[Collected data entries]
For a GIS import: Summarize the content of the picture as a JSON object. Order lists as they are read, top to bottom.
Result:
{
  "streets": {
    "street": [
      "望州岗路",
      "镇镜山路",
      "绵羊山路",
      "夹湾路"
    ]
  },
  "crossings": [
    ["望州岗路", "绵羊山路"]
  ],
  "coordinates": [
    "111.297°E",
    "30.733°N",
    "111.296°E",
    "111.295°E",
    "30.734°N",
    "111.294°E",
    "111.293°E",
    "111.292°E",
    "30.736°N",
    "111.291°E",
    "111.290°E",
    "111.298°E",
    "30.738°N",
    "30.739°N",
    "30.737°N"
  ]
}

Assigned task:
All of the lines above should be returned exactly as written.

Problem solution:
For a GIS import: Summarize the content of the picture as a JSON object. Order lists as they are read, top to bottom.
Result:
{
  "streets": {
    "street": [
      "望州岗路",
      "镇镜山路",
      "绵羊山路",
      "夹湾路"
    ]
  },
  "crossings": [
    ["望州岗路", "绵羊山路"]
  ],
  "coordinates": [
    "111.297°E",
    "30.733°N",
    "111.296°E",
    "111.295°E",
    "30.734°N",
    "111.294°E",
    "111.293°E",
    "111.292°E",
    "30.736°N",
    "111.291°E",
    "111.290°E",
    "111.298°E",
    "30.738°N",
    "30.739°N",
    "30.737°N"
  ]
}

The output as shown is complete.